__Task goal__
Could you repeat every record below exactly, leaving out the pictures?

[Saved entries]
——————————
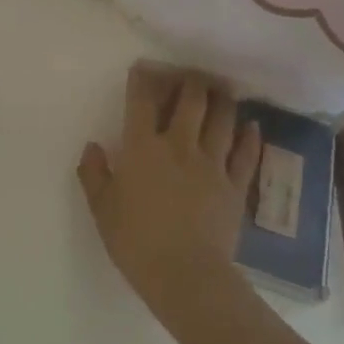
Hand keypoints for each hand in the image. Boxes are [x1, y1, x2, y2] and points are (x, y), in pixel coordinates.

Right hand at [77, 64, 262, 328]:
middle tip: (191, 75)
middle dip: (190, 82)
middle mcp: (179, 145)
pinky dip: (250, 137)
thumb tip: (92, 146)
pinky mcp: (235, 186)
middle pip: (190, 100)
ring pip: (222, 120)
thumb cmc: (137, 243)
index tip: (143, 68)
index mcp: (143, 147)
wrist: (186, 276)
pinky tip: (252, 125)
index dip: (142, 79)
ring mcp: (212, 164)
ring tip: (221, 90)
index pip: (142, 101)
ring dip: (221, 100)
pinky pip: (246, 154)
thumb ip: (94, 174)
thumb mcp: (102, 210)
——————————
__Completed task__
Hand keypoints for each hand in the image. Boxes are [x1, y1, x2, y2] and points are (x, y), in pixel coordinates.

Right hand at [77, 64, 262, 328]:
middle tip: (191, 75)
middle dip: (190, 82)
middle mcp: (179, 145)
pinky dip: (250, 137)
thumb tip: (92, 146)
pinky mcp: (235, 186)
middle pip: (190, 100)
ring pip: (222, 120)
thumb cmc: (137, 243)
index tip: (143, 68)
index mcp: (143, 147)
wrist: (186, 276)
pinky tip: (252, 125)
index dip: (142, 79)
ring mcp: (212, 164)
ring tip: (221, 90)
index pip: (142, 101)
ring dip: (221, 100)
pinky pip: (246, 154)
thumb ip: (94, 174)
thumb mcp: (102, 210)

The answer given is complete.